● **STORED DATA**
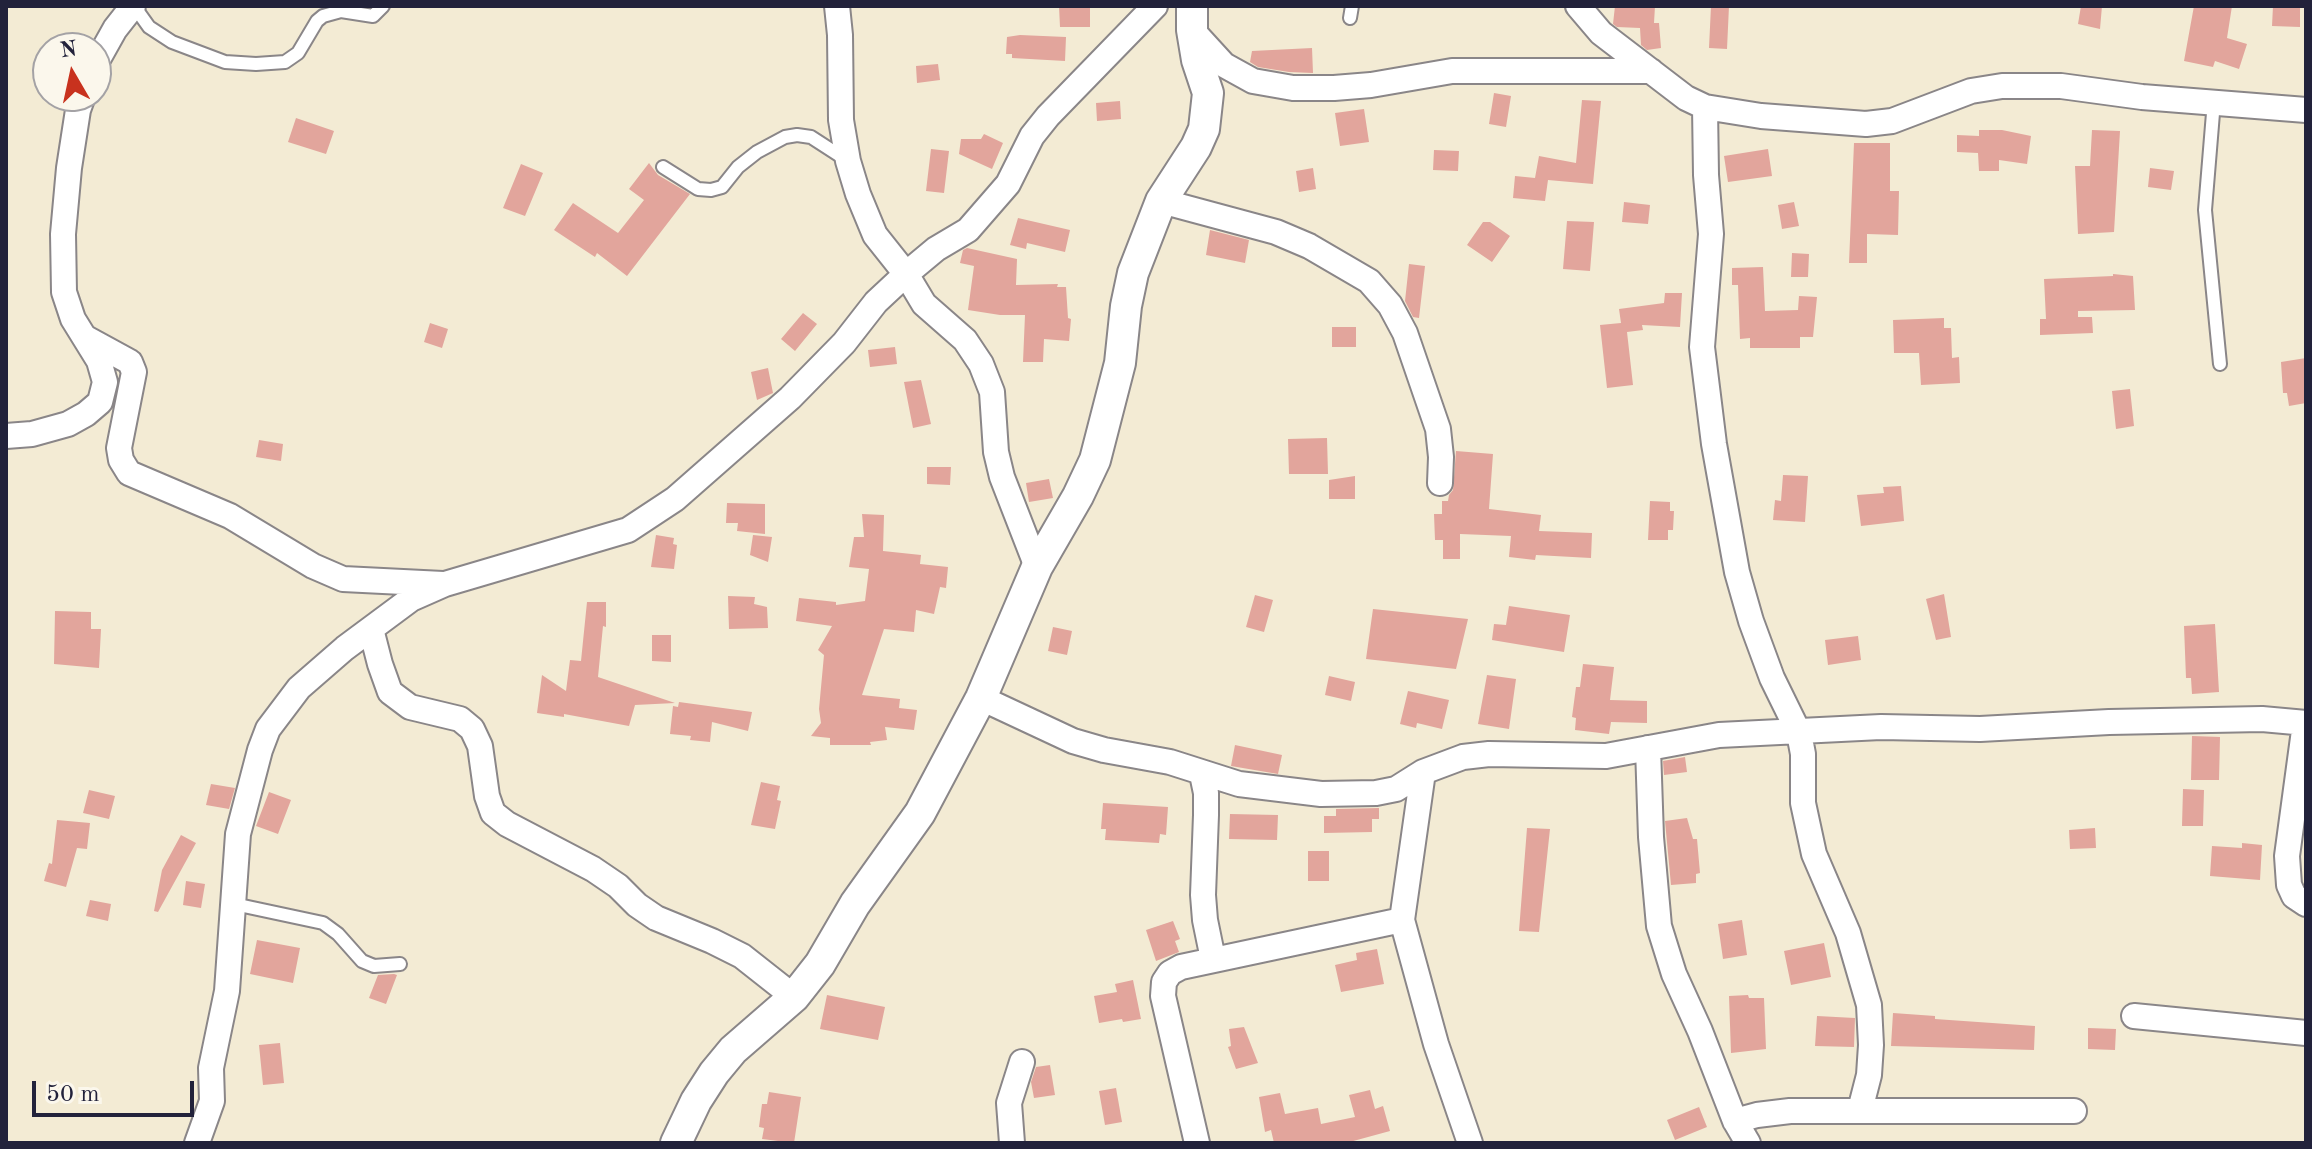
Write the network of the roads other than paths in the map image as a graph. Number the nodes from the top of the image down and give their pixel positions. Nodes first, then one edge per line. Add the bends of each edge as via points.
1 (134, 6) edge
2 (383, 6) edge
3 (837, 6) edge
4 (1155, 6) edge
5 (1578, 6) edge
6 (1192, 18) edge
7 (112, 34) edge
8 (1651, 71) junction
9 (2214, 101) junction
10 (1705, 107) junction
11 (2306, 110) edge
12 (78, 112) edge
13 (848, 161) junction
14 (663, 167) dead end
15 (1161, 201) junction
16 (906, 274) junction
17 (86, 338) junction
18 (2220, 364) dead end
19 (6, 436) edge
20 (1440, 483) dead end
21 (1037, 567) junction
22 (445, 584) junction
23 (371, 629) junction
24 (981, 698) junction
25 (2305, 723) edge
26 (1799, 733) junction
27 (1648, 748) junction
28 (1423, 772) junction
29 (1202, 774) junction
30 (234, 904) junction
31 (2306, 904) edge
32 (1402, 920) junction
33 (1213, 959) junction
34 (400, 964) dead end
35 (794, 997) junction
36 (2134, 1016) dead end
37 (2306, 1033) edge
38 (1022, 1062) dead end
39 (1860, 1110) junction
40 (2074, 1111) dead end
41 (1735, 1121) junction
42 (197, 1143) edge
43 (676, 1143) edge
44 (1012, 1143) edge
45 (1197, 1143) edge
46 (1470, 1143) edge
47 (1748, 1143) edge

1 - 2 lane via 149,27 172,42 225,62 256,64 285,62 298,53 323,16 341,11 373,16
1 - 7 street
3 - 13 street via 839,93
4 - 16 street via 1048,116 1008,184 968,230
5 - 8 street via 1601,33
6 - 8 street via 1224,65 1253,81 1293,88 1371,85 1452,71
6 - 15 street via 1208,93 1204,129
8 - 10 street
9 - 10 street via 2061,86 2002,86 1971,91 1892,121 1866,124
9 - 11 street
9 - 18 lane via 2205,210
10 - 26 street via 1711,234 1702,347 1714,444 1751,621
12 - 17 street via 63,234 64,292
13 - 14 lane via 811,137 797,135 757,152 722,187 711,190 698,189
13 - 16 street via 875,235
15 - 20 street via 1276,232 1369,281 1405,333 1438,429
15 - 21 street via 1133,273 1120,363 1095,460
16 - 21 street via 924,304 965,340 981,364 992,392 1002,477
16 - 22 street via 790,398 663,507 628,530
17 - 19 street via 105,382 100,402 68,424
17 - 22 street via 130,362 134,372 119,448 129,473 230,516 343,579
21 - 24 street
22 - 23 street via 411,599
23 - 30 street via 299,688 268,729 238,834
23 - 35 street via 390,692 410,707 460,719 472,729 493,813 593,869 656,918 742,956
24 - 29 street via 1073,741
24 - 35 street via 920,813
25 - 26 street via 2184,720
25 - 31 street via 2287,872 2294,896
26 - 27 street via 1719,735
26 - 39 street via 1806,823 1869,1005 1869,1075
27 - 28 street via 1606,756 1489,754
27 - 41 street via 1659,926
28 - 29 street via 1396,789 1321,794
28 - 32 street
29 - 33 street via 1203,895
30 - 34 lane via 323,923 362,961 374,966
30 - 42 street via 227,991 211,1068 212,1101
32 - 33 street
32 - 46 street
33 - 45 street via 1181,967 1164,982
35 - 43 street via 714,1073
36 - 37 street
38 - 44 street via 1009,1103
39 - 40 street
39 - 41 street via 1790,1111
41 - 47 street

● **REQUIREMENT**
Keep the pictures out, and write out the rest of the data above word for word.

● **REPLY TO THE EXERCISE**
Write the network of the roads other than paths in the map image as a graph. Number the nodes from the top of the image down and give their pixel positions. Nodes first, then one edge per line. Add the bends of each edge as via points.
1 (134, 6) edge
2 (383, 6) edge
3 (837, 6) edge
4 (1155, 6) edge
5 (1578, 6) edge
6 (1192, 18) edge
7 (112, 34) edge
8 (1651, 71) junction
9 (2214, 101) junction
10 (1705, 107) junction
11 (2306, 110) edge
12 (78, 112) edge
13 (848, 161) junction
14 (663, 167) dead end
15 (1161, 201) junction
16 (906, 274) junction
17 (86, 338) junction
18 (2220, 364) dead end
19 (6, 436) edge
20 (1440, 483) dead end
21 (1037, 567) junction
22 (445, 584) junction
23 (371, 629) junction
24 (981, 698) junction
25 (2305, 723) edge
26 (1799, 733) junction
27 (1648, 748) junction
28 (1423, 772) junction
29 (1202, 774) junction
30 (234, 904) junction
31 (2306, 904) edge
32 (1402, 920) junction
33 (1213, 959) junction
34 (400, 964) dead end
35 (794, 997) junction
36 (2134, 1016) dead end
37 (2306, 1033) edge
38 (1022, 1062) dead end
39 (1860, 1110) junction
40 (2074, 1111) dead end
41 (1735, 1121) junction
42 (197, 1143) edge
43 (676, 1143) edge
44 (1012, 1143) edge
45 (1197, 1143) edge
46 (1470, 1143) edge
47 (1748, 1143) edge

1 - 2 lane via 149,27 172,42 225,62 256,64 285,62 298,53 323,16 341,11 373,16
1 - 7 street
3 - 13 street via 839,93
4 - 16 street via 1048,116 1008,184 968,230
5 - 8 street via 1601,33
6 - 8 street via 1224,65 1253,81 1293,88 1371,85 1452,71
6 - 15 street via 1208,93 1204,129
8 - 10 street
9 - 10 street via 2061,86 2002,86 1971,91 1892,121 1866,124
9 - 11 street
9 - 18 lane via 2205,210
10 - 26 street via 1711,234 1702,347 1714,444 1751,621
12 - 17 street via 63,234 64,292
13 - 14 lane via 811,137 797,135 757,152 722,187 711,190 698,189
13 - 16 street via 875,235
15 - 20 street via 1276,232 1369,281 1405,333 1438,429
15 - 21 street via 1133,273 1120,363 1095,460
16 - 21 street via 924,304 965,340 981,364 992,392 1002,477
16 - 22 street via 790,398 663,507 628,530
17 - 19 street via 105,382 100,402 68,424
17 - 22 street via 130,362 134,372 119,448 129,473 230,516 343,579
21 - 24 street
22 - 23 street via 411,599
23 - 30 street via 299,688 268,729 238,834
23 - 35 street via 390,692 410,707 460,719 472,729 493,813 593,869 656,918 742,956
24 - 29 street via 1073,741
24 - 35 street via 920,813
25 - 26 street via 2184,720
25 - 31 street via 2287,872 2294,896
26 - 27 street via 1719,735
26 - 39 street via 1806,823 1869,1005 1869,1075
27 - 28 street via 1606,756 1489,754
27 - 41 street via 1659,926
28 - 29 street via 1396,789 1321,794
28 - 32 street
29 - 33 street via 1203,895
30 - 34 lane via 323,923 362,961 374,966
30 - 42 street via 227,991 211,1068 212,1101
32 - 33 street
32 - 46 street
33 - 45 street via 1181,967 1164,982
35 - 43 street via 714,1073
36 - 37 street
38 - 44 street via 1009,1103
39 - 40 street
39 - 41 street via 1790,1111
41 - 47 street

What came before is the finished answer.